As I discussed last week, unions and labour federations across the country are working to shape the federal election. At the same time, labour’s ability to put its issues on the table is limited. This doesn’t mean that labour is irrelevant or inconsequential in the electoral realm, however.
Quite the contrary: Canadian political parties not only want the votes of union members, but also the endorsements of labour leadership. In fact, it’s safe to assume that many decision-makers inside the Liberals, Conservatives and NDP believe union endorsements are a path to union votes.
Thus, not only do federal parties and local candidates appeal to working-class voters on an individual basis, but they frequently seek the support of national unions and their locals.
Even though union membership has declined in Canada over the past four decades, particularly in the private sector, the labour movement remains an important political actor. In local elections, union endorsements and canvassing can prove decisive, especially where there are large concentrations of union members. There is a reason, for example, that the NDP holds on to seats in Hamilton and Sudbury, Ont., where the United Steelworkers has historically influential locals, endorses the party and campaigns for federal and provincial candidates.
Yet, the ability of unions to deliver their members at the polls is not so straightforward. As Daniel Westlake and Larry Savage argue, union members are frequently uninfluenced by the endorsements of their unions. Savage and Westlake’s survey research finds that, outside Quebec, only 37 per cent of surveyed union members report being “somewhat” or “much more likely” to vote for a union-endorsed candidate (in Quebec, that figure is 27 per cent).
Nevertheless, the union vote remains highly sought after by political parties and candidates alike, even if by historical standards the Canadian labour movement is much weaker than it once was.
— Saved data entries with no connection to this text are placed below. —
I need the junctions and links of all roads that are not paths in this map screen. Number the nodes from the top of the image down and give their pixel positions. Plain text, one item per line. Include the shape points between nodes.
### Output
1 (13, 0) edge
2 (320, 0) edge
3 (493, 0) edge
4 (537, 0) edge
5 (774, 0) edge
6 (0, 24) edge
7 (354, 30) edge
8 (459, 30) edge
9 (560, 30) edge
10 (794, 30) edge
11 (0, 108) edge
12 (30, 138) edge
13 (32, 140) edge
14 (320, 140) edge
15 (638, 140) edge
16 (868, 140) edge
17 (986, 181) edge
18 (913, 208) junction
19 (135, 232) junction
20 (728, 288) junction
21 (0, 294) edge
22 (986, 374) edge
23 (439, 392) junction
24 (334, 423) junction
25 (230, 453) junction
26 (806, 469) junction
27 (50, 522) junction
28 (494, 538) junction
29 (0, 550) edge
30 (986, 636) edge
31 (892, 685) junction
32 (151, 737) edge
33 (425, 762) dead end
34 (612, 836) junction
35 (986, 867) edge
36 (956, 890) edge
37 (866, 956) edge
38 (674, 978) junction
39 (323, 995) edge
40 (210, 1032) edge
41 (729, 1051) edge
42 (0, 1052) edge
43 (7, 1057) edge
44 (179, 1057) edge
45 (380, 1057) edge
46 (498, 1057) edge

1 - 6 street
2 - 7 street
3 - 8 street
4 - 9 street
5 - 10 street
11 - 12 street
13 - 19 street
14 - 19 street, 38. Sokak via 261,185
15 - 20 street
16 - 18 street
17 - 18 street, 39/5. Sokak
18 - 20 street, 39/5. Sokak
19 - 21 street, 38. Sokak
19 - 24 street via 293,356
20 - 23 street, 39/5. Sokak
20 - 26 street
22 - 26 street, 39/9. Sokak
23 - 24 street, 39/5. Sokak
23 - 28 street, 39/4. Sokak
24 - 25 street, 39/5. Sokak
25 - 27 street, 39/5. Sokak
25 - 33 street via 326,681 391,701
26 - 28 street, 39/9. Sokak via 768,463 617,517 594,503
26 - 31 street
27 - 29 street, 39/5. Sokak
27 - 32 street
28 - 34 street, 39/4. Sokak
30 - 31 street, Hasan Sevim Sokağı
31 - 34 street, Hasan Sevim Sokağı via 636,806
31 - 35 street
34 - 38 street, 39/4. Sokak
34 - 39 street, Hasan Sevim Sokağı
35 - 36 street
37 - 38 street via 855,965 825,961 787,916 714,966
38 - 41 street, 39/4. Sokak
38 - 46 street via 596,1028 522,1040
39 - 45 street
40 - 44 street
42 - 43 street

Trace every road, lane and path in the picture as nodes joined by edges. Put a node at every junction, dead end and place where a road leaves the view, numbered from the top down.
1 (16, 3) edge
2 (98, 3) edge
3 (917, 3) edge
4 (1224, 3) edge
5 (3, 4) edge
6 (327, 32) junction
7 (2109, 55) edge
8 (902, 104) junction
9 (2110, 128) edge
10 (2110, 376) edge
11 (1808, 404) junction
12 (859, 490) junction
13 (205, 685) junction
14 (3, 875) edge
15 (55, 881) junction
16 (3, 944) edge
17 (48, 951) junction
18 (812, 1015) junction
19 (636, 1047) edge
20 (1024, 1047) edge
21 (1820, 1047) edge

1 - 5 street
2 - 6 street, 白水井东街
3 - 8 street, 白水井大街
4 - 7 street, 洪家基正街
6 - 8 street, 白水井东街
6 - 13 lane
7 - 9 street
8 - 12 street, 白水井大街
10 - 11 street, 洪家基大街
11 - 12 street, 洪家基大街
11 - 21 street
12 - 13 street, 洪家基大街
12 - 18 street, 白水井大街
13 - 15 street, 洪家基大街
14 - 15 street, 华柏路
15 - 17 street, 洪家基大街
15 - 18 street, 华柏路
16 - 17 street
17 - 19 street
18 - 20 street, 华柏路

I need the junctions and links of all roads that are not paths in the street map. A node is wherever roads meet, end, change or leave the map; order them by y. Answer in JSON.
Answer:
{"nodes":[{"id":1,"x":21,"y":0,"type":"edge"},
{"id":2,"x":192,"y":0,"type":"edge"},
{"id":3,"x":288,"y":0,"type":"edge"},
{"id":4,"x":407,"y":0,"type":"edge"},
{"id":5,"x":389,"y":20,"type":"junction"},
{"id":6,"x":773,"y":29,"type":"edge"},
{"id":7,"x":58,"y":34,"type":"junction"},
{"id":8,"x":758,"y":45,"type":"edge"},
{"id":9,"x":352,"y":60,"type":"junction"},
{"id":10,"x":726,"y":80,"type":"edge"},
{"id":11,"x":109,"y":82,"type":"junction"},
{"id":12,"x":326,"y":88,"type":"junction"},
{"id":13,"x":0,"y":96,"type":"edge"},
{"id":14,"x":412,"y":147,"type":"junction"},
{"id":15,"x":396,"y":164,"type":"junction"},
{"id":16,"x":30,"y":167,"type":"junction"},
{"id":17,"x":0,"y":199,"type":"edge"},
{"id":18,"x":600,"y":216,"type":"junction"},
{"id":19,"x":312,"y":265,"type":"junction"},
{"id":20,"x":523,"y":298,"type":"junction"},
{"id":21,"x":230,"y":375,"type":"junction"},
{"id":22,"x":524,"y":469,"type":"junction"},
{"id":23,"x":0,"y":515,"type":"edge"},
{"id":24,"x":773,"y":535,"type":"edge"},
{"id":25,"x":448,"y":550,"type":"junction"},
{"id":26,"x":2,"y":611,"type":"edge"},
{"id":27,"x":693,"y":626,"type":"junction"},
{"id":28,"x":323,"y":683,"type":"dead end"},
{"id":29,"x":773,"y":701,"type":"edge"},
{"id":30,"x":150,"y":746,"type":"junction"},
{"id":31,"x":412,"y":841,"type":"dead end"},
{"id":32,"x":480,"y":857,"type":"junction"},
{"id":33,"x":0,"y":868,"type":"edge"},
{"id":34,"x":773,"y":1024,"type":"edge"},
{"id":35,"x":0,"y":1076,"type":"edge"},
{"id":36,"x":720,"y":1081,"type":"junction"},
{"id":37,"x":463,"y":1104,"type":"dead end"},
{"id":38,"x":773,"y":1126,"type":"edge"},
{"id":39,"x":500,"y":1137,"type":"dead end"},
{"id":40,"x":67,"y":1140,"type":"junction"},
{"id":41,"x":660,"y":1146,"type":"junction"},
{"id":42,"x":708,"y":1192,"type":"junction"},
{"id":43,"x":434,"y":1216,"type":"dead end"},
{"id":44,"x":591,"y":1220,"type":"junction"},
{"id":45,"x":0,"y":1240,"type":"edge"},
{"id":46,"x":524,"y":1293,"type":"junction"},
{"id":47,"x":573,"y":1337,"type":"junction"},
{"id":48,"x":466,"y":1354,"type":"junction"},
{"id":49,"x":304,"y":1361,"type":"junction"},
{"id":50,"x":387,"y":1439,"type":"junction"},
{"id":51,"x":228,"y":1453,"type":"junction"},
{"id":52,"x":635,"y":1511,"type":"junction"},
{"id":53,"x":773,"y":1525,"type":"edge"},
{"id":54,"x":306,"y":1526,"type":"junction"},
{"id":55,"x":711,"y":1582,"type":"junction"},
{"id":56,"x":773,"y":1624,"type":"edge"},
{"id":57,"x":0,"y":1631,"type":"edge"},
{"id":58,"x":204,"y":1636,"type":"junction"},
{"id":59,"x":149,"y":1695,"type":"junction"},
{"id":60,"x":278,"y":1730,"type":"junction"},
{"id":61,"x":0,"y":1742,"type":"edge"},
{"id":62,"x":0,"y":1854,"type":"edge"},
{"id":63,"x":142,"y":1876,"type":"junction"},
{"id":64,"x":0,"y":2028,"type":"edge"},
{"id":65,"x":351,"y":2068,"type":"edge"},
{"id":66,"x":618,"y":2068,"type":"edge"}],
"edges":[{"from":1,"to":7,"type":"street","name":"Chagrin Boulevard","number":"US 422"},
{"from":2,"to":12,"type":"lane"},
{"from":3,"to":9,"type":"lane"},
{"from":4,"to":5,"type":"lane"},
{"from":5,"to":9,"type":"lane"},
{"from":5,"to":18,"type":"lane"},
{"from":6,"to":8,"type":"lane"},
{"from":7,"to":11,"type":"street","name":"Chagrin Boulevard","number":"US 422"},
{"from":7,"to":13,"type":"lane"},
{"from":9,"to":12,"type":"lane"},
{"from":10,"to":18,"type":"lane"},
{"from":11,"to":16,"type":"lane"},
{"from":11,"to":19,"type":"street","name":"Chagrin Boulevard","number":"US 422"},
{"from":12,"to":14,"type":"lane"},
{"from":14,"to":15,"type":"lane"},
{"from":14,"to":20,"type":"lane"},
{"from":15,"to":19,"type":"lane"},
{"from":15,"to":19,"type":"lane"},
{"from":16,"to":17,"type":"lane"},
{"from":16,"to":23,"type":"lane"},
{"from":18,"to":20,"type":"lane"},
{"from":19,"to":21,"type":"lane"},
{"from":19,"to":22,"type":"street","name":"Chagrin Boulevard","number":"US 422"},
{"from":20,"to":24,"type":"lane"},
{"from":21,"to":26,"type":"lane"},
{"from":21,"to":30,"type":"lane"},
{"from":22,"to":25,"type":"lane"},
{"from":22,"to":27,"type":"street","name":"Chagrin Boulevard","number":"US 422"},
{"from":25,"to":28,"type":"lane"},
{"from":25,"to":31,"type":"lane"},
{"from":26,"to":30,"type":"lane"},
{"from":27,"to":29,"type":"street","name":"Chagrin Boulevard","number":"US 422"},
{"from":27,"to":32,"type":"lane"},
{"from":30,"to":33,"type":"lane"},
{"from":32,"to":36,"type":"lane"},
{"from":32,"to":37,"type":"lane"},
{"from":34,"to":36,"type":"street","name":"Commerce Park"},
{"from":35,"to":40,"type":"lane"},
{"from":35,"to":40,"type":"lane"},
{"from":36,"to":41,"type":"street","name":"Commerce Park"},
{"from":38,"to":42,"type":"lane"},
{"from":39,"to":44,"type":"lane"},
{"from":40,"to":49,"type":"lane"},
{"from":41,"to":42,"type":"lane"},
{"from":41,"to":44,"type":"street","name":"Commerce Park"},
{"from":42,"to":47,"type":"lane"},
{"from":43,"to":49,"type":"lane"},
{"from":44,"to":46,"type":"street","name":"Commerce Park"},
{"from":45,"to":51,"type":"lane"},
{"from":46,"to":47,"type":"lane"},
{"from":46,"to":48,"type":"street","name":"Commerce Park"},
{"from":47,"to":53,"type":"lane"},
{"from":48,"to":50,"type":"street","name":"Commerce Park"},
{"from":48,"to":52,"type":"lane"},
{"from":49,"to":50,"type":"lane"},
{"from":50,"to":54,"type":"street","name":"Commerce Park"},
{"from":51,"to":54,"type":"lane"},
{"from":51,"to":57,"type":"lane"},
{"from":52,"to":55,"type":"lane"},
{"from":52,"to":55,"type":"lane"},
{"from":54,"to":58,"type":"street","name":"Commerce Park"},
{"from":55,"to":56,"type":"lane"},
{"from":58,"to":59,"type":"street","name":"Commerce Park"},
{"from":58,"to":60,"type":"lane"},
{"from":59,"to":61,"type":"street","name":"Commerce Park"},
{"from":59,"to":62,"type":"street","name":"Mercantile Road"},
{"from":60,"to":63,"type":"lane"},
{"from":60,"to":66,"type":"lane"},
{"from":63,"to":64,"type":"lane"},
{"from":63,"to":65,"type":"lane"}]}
Moreover, right-populist appeals to blue-collar workers have only increased interest in the voting patterns of union members.
Conservative Party Leader Pierre Poilievre in particular has made appeals to workers, particularly blue-collar union members, a central focus of his campaign (despite a strongly anti-worker voting record and the endorsement of an anti-union lobby group). Calling for “boots, not suits,” Poilievre has managed to secure the endorsements of a handful of building trades unions with promises to slash regulations and promote development.
The Conservatives boast endorsements from the International Brotherhood of Boilermakers, as well as from the Canada’s Building Trades Unions and the Laborers’ International Union of North America (LiUNA).
At the same time, the tariff threat from the Trump administration has thrown a wrench into the Conservatives’ plan to woo labour. Unions may be hedging their bets against the backdrop of generalized economic uncertainty and the likely prospect of another Liberal government. As well, Conservatives’ ability to entice labour largely remains limited to blue-collar trades organizations, as was the case in the recent Ontario election.
More broadly, the shift to the right among workers may be exaggerated. Although “class dealignment” remains a concerning dynamic, there are deeper questions to address about the changing composition of the working class itself and how this has impacted voting patterns and electoral coalitions. In particular, as the working class has transformed, becoming more educated and racially diverse, attributes once taken as correlates of class identity, such as being male and having only a high school diploma, have become more associated with voting for conservatives.
The NDP, despite its struggles this election cycle, retains the endorsements of large unions with historical ties to the party, such as the Canadian Union of Public Employees (CUPE), the United Steelworkers (USW) and the Amalgamated Transit Union (ATU).
Although the NDP has historically been understood as the party of labour in English Canada, it has never enjoyed the institutional link to unions that many labour-based, social democratic or socialist parties in Western Europe do. Despite unions playing a decisive role in the party’s founding, and large unions like CUPE and USW remaining loyal partisan labour allies, the NDP is not and has never been a ‘labour party’ in a strict sense. In fact, weak historical ties between the NDP and labour may help explain why union endorsements don’t deliver votes, as Savage and Westlake have found.
Moreover, the approach unions take to politics becoming more transactional over the years has further weakened the ties between labour and the NDP. Increasingly, unions support parties or candidates based on narrow policy considerations or strategic voting considerations, such as attempting to defeat Conservative candidates, which often redounds to the benefit of Liberals. The effectiveness of strategic voting, however, is doubtful.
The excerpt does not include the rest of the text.